**Problem requirements**: The answer must be an exact reproduction of all the entries.

***** Data extracts *****

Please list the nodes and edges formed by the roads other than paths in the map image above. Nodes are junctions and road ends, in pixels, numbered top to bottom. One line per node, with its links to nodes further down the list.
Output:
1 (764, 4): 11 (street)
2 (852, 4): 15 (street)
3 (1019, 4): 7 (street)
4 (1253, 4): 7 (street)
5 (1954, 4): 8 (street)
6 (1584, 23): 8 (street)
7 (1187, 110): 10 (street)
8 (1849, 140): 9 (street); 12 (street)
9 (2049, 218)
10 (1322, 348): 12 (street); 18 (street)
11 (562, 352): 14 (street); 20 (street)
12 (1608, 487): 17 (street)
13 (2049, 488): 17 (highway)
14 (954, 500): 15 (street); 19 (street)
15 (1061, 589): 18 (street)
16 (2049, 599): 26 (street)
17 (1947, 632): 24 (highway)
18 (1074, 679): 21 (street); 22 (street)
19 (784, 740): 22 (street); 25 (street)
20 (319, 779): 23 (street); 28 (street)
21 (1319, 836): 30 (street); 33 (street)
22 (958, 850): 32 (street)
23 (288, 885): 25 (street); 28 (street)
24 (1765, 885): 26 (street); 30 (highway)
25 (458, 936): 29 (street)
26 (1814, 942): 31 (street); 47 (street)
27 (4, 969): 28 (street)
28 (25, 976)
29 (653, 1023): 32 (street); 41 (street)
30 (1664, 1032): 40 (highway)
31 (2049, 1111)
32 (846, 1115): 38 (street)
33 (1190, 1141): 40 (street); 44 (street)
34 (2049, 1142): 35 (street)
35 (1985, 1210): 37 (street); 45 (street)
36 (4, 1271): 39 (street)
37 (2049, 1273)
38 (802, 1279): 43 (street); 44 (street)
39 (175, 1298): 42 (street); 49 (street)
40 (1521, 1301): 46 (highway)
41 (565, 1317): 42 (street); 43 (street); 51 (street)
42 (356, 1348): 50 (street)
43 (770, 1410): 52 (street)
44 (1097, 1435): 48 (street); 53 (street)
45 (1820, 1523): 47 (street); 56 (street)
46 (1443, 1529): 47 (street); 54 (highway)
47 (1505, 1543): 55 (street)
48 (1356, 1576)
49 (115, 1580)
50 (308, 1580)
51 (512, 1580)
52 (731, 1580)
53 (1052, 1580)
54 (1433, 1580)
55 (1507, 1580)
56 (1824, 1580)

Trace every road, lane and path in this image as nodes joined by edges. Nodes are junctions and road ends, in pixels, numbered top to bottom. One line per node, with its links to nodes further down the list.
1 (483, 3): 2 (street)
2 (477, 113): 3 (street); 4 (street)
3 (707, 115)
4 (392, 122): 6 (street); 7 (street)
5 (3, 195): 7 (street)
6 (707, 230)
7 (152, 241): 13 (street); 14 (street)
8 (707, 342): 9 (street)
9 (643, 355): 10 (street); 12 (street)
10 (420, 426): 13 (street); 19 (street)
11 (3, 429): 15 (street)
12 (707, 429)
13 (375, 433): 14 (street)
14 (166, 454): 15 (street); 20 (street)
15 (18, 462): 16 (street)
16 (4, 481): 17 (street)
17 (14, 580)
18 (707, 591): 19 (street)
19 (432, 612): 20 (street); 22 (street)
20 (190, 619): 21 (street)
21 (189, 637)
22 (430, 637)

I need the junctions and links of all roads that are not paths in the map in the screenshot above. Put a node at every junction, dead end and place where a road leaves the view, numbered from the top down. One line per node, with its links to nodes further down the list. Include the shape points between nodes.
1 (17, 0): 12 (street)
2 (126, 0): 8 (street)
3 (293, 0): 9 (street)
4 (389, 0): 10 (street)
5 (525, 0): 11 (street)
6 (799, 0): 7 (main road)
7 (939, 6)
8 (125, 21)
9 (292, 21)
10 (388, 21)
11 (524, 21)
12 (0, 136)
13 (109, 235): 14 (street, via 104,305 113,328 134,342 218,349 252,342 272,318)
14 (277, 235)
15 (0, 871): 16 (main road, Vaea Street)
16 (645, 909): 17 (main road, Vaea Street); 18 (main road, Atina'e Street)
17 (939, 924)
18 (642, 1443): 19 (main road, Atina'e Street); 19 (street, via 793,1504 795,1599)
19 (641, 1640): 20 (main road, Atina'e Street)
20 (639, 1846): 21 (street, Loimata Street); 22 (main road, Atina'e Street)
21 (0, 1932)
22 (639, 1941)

*****

**Response area**:
Please list the nodes and edges formed by the roads other than paths in the map image above. Nodes are junctions and road ends, in pixels, numbered top to bottom. One line per node, with its links to nodes further down the list.
Output:
1 (764, 4): 11 (street)
2 (852, 4): 15 (street)
3 (1019, 4): 7 (street)
4 (1253, 4): 7 (street)
5 (1954, 4): 8 (street)
6 (1584, 23): 8 (street)
7 (1187, 110): 10 (street)
8 (1849, 140): 9 (street); 12 (street)
9 (2049, 218)
10 (1322, 348): 12 (street); 18 (street)
11 (562, 352): 14 (street); 20 (street)
12 (1608, 487): 17 (street)
13 (2049, 488): 17 (highway)
14 (954, 500): 15 (street); 19 (street)
15 (1061, 589): 18 (street)
16 (2049, 599): 26 (street)
17 (1947, 632): 24 (highway)
18 (1074, 679): 21 (street); 22 (street)
19 (784, 740): 22 (street); 25 (street)
20 (319, 779): 23 (street); 28 (street)
21 (1319, 836): 30 (street); 33 (street)
22 (958, 850): 32 (street)
23 (288, 885): 25 (street); 28 (street)
24 (1765, 885): 26 (street); 30 (highway)
25 (458, 936): 29 (street)
26 (1814, 942): 31 (street); 47 (street)
27 (4, 969): 28 (street)
28 (25, 976)
29 (653, 1023): 32 (street); 41 (street)
30 (1664, 1032): 40 (highway)
31 (2049, 1111)
32 (846, 1115): 38 (street)
33 (1190, 1141): 40 (street); 44 (street)
34 (2049, 1142): 35 (street)
35 (1985, 1210): 37 (street); 45 (street)
36 (4, 1271): 39 (street)
37 (2049, 1273)
38 (802, 1279): 43 (street); 44 (street)
39 (175, 1298): 42 (street); 49 (street)
40 (1521, 1301): 46 (highway)
41 (565, 1317): 42 (street); 43 (street); 51 (street)
42 (356, 1348): 50 (street)
43 (770, 1410): 52 (street)
44 (1097, 1435): 48 (street); 53 (street)
45 (1820, 1523): 47 (street); 56 (street)
46 (1443, 1529): 47 (street); 54 (highway)
47 (1505, 1543): 55 (street)
48 (1356, 1576)
49 (115, 1580)
50 (308, 1580)
51 (512, 1580)
52 (731, 1580)
53 (1052, 1580)
54 (1433, 1580)
55 (1507, 1580)
56 (1824, 1580)

Trace every road, lane and path in this image as nodes joined by edges. Nodes are junctions and road ends, in pixels, numbered top to bottom. One line per node, with its links to nodes further down the list.
1 (483, 3): 2 (street)
2 (477, 113): 3 (street); 4 (street)
3 (707, 115)
4 (392, 122): 6 (street); 7 (street)
5 (3, 195): 7 (street)
6 (707, 230)
7 (152, 241): 13 (street); 14 (street)
8 (707, 342): 9 (street)
9 (643, 355): 10 (street); 12 (street)
10 (420, 426): 13 (street); 19 (street)
11 (3, 429): 15 (street)
12 (707, 429)
13 (375, 433): 14 (street)
14 (166, 454): 15 (street); 20 (street)
15 (18, 462): 16 (street)
16 (4, 481): 17 (street)
17 (14, 580)
18 (707, 591): 19 (street)
19 (432, 612): 20 (street); 22 (street)
20 (190, 619): 21 (street)
21 (189, 637)
22 (430, 637)

I need the junctions and links of all roads that are not paths in the map in the screenshot above. Put a node at every junction, dead end and place where a road leaves the view, numbered from the top down. One line per node, with its links to nodes further down the list. Include the shape points between nodes.
1 (17, 0): 12 (street)
2 (126, 0): 8 (street)
3 (293, 0): 9 (street)
4 (389, 0): 10 (street)
5 (525, 0): 11 (street)
6 (799, 0): 7 (main road)
7 (939, 6)
8 (125, 21)
9 (292, 21)
10 (388, 21)
11 (524, 21)
12 (0, 136)
13 (109, 235): 14 (street, via 104,305 113,328 134,342 218,349 252,342 272,318)
14 (277, 235)
15 (0, 871): 16 (main road, Vaea Street)
16 (645, 909): 17 (main road, Vaea Street); 18 (main road, Atina'e Street)
17 (939, 924)
18 (642, 1443): 19 (main road, Atina'e Street); 19 (street, via 793,1504 795,1599)
19 (641, 1640): 20 (main road, Atina'e Street)
20 (639, 1846): 21 (street, Loimata Street); 22 (main road, Atina'e Street)
21 (0, 1932)
22 (639, 1941)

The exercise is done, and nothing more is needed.